En ces temps de Mondial de la honte sur les charniers du Qatar, le mensuel dubitatif parle donc dans son dossier central du sport, du business infâme qu’il est devenu, mais aussi de l’aventure collective et populaire qu’il pourrait être, avec au programme : un entretien avec le journaliste sportif Philippe Jérôme, qui a couvert pour l’Huma pendant des décennies les Coupes du monde et les coupes d’Afrique, une rencontre avec Eyery Gebru, cycliste éthiopienne et niçoise qui espère participer aux prochains J.O. dans l’équipe des réfugiés, réflexion sur l’inclusion des personnes transgenres dans les catégories des sports de compétition, étude des liens entre les stades et les luttes de rue, recension des clubs gauchos comme le FC Sankt Pauli ou le Ménilmontant FC 1871….

Et voici notre édito, de la patte de Kawalight, grand adepte de foot s’il en est.

Le foot dans le sang

J’ai tellement fréquenté de stades que je ne me souviens plus de la première fois. Mais je sais que c’était à Nice, forcément, au Ray, le berceau de mon enfance. Je me souviens de l’ambiance, entre passion et colère. Je ne comprenais pas vraiment cet engouement qui m’impressionnait beaucoup, mais je le transpirais comme les autres, comme mon père, comme mon grand-père, et comme mon arrière grand-père que je n’ai pas connu et qui a participé activement au fondement du club des supporters de l’OGC Nice en 1947. Mon grand-père, à qui je dois le surnom de Kawalight, m’en parlait énormément. Son père était un homme calme, droit, poli, bien élevé, agréable, presque un peu mou quoi… Et puis, dès qu’il mettait les pieds dans un stade, il se transformait. Un vrai démon, il insultait le monde entier, hurlait à s’en péter les cordes vocales, à deux doigts de la baston tous les week-ends.

Et puis j’ai grandi. Alors j’ai compris. Je me suis levé et j’ai gueulé. A m’en briser la voix. Et putain, ça fait du bien. Du bien de se sentir vivant. De se sentir vibrer, gagner, perdre, hurler de joie, pleurer de peine. Une véritable peine. Et la plus belle des joies. J’ai toujours plutôt bien relativisé la peine, mais je ne crois pas avoir ressenti de spasme de joie plus intense que celle procurée par cette victoire 3-4 à Monaco après avoir été mené 3-0 jusqu’à la 60ème.

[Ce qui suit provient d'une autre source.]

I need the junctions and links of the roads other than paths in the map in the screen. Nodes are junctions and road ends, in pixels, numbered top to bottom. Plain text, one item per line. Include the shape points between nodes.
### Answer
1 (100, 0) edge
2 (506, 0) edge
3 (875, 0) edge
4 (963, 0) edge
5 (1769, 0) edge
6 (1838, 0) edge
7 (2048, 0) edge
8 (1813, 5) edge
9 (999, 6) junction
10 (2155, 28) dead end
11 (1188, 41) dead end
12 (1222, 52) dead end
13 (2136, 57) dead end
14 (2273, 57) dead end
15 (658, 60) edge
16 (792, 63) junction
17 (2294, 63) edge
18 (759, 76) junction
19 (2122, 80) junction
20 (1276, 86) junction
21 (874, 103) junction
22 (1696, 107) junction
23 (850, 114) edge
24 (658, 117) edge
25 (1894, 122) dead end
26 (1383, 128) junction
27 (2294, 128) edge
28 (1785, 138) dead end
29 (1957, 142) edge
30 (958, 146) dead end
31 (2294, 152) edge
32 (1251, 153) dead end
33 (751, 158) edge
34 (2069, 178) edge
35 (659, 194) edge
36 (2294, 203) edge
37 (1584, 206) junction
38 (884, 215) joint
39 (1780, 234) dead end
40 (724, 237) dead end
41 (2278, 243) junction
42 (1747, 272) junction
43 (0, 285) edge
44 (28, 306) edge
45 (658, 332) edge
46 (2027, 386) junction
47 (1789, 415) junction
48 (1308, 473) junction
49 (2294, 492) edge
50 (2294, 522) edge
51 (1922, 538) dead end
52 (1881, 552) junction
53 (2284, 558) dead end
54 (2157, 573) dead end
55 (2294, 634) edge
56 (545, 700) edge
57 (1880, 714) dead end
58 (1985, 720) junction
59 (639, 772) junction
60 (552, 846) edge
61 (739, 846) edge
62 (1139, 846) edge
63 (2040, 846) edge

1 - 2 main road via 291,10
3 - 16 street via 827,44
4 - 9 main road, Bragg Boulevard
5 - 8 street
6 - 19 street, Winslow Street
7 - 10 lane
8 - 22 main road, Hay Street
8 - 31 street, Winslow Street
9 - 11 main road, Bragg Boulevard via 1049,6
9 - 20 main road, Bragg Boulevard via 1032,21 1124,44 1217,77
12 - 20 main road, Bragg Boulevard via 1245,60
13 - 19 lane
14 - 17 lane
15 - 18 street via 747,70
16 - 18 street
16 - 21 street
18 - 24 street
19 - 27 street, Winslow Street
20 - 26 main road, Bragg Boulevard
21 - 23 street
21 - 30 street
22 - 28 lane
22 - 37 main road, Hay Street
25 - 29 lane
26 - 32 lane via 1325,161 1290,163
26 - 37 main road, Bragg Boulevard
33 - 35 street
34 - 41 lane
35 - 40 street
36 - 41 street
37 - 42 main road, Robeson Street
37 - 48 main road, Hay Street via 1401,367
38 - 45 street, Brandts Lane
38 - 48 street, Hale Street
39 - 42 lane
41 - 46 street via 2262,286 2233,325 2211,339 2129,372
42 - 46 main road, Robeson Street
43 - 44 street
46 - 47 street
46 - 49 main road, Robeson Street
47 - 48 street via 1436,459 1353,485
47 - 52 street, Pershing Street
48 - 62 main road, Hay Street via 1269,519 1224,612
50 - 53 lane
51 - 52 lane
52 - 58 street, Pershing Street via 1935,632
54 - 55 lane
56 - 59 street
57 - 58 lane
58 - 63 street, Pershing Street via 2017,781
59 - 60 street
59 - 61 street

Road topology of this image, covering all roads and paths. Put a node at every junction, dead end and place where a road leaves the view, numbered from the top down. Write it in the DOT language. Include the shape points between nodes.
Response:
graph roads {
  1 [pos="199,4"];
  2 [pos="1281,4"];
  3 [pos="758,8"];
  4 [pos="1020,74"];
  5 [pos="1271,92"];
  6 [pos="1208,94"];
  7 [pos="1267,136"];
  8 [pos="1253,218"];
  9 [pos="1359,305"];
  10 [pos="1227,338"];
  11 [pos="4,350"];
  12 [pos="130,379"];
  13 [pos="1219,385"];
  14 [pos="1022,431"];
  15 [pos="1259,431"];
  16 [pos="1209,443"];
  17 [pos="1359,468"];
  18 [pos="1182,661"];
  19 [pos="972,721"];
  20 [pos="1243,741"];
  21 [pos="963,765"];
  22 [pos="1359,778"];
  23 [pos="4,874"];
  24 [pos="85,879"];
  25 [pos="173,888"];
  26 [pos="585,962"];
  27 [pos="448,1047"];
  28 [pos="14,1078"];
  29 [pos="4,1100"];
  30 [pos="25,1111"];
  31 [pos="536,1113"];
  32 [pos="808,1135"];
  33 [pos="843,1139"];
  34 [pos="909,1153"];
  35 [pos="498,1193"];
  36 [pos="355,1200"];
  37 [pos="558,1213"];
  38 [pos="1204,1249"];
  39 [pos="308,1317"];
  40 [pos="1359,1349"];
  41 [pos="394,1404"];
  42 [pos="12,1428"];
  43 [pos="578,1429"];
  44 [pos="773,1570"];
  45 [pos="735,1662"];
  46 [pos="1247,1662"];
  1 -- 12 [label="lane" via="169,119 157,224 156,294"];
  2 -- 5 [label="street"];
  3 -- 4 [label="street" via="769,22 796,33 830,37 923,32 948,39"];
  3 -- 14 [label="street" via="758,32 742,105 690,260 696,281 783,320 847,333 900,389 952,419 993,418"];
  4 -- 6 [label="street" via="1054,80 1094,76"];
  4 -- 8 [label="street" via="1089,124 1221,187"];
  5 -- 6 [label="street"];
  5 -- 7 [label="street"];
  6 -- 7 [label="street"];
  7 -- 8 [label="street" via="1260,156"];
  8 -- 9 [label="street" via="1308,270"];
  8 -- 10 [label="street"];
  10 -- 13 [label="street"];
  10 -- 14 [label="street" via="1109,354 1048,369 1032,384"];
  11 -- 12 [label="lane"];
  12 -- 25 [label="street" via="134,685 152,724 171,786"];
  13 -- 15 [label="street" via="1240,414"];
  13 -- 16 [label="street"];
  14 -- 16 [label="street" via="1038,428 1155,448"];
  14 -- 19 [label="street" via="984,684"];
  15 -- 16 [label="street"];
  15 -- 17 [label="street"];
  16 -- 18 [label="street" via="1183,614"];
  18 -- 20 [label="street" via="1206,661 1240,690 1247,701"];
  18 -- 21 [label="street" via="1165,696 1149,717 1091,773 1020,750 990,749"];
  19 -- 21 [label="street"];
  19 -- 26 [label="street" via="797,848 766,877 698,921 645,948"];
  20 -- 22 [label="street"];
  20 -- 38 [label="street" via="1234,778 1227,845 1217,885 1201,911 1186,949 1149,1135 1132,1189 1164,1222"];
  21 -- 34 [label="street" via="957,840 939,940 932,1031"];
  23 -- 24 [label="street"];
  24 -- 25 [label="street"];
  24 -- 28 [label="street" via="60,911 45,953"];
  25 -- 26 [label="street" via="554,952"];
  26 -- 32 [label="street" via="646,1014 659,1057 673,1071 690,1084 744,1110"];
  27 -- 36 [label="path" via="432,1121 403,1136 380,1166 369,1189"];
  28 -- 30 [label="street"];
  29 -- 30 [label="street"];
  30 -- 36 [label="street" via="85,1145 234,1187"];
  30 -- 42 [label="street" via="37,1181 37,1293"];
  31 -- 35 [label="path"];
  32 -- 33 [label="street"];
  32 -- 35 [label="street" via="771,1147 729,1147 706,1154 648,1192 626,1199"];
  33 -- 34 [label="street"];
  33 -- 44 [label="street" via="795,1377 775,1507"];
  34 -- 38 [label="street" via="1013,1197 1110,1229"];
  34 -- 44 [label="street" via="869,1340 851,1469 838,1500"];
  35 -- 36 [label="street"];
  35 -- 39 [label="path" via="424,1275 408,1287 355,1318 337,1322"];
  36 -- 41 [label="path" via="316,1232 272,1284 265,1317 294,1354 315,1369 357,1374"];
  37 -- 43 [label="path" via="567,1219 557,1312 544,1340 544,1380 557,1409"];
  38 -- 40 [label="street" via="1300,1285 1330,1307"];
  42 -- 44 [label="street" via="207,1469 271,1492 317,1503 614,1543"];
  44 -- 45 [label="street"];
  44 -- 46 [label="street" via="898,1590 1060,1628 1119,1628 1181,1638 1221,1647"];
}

C’est choquant ? Peut-être, mais c’est vivant.

Me reviennent alors de nombreux souvenirs. Ce gros monsieur que mon père connaissait et qui hurlait tellement fort sur l’adversaire que le stade entier se marrait de ses blagues. Les bières partagées avec les stadiers. Les packs en carton brûlés dans la tribune pour y faire un feu de joie – et pour se réchauffer. Cette citation d’un supporter voisin inconnu que je n’oublierai jamais, à l’adresse des joueurs : « Je bosse 50 heures par semaine, je vis avec le SMIC, je roule en Clio diesel et je suis là tous les week-ends, alors bougez-vous le cul ! ». Et la deuxième division. Châteauroux, Niort, Angers, Wasquehal, Laval, dans un stade quasi vide toutes les semaines. Quelle angoisse… La plus belle des angoisses quand j’y pense aujourd’hui. C’est con, mais c’est un super souvenir.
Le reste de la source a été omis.